TASK BRIEF
Copy every line below that has the word "Alvarez" in it.

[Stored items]

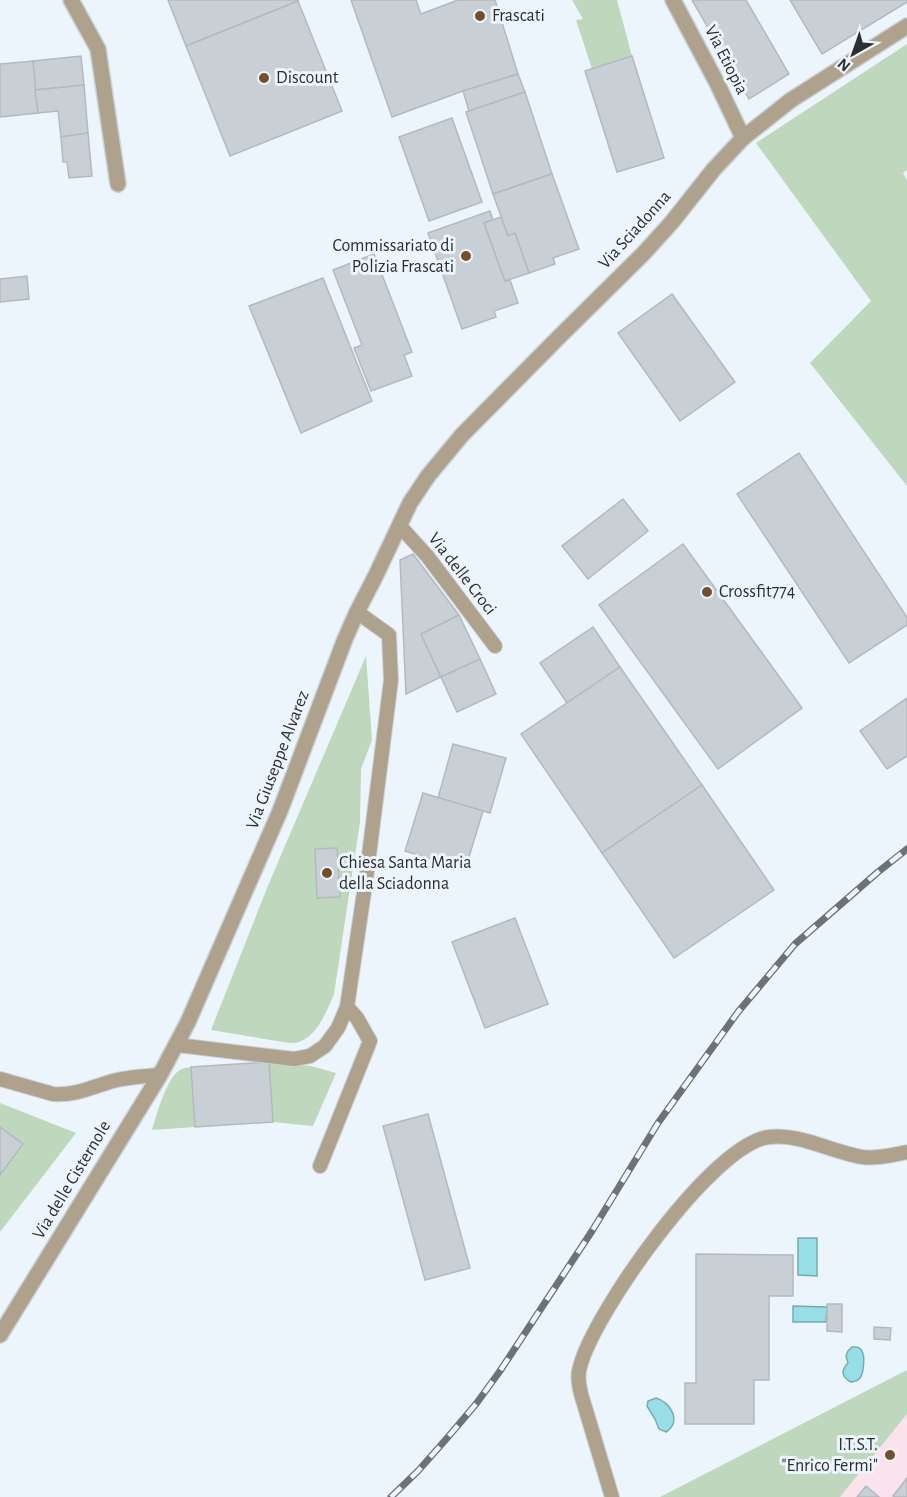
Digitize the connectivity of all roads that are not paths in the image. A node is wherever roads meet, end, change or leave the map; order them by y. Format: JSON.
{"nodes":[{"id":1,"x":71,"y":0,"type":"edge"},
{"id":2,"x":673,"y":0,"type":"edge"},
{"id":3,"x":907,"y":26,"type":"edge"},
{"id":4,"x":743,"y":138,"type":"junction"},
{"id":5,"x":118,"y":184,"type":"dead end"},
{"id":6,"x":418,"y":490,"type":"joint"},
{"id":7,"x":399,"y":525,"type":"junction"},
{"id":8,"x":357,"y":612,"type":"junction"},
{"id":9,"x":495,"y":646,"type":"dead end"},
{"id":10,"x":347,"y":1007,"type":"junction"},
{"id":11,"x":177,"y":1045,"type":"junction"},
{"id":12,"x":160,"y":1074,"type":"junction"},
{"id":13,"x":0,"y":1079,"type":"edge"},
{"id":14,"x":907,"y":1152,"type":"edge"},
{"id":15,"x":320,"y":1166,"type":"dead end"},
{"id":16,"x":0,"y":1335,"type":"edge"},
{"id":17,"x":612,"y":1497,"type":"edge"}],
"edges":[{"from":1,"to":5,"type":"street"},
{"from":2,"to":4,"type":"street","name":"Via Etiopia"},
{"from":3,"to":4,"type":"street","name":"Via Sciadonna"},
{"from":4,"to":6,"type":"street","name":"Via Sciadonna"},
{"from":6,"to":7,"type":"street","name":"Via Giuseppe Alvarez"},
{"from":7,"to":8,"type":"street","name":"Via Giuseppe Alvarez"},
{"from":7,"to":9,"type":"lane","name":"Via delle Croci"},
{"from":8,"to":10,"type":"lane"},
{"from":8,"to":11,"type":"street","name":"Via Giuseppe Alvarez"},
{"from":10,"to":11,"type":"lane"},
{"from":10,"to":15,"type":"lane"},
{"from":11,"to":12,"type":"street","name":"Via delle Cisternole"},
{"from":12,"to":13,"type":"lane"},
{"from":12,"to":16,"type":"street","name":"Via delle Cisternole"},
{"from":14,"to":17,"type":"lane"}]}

EXPECTED OUTPUT
{"from":6,"to":7,"type":"street","name":"Via Giuseppe Alvarez"},
{"from":7,"to":8,"type":"street","name":"Via Giuseppe Alvarez"},
{"from":8,"to":11,"type":"street","name":"Via Giuseppe Alvarez"},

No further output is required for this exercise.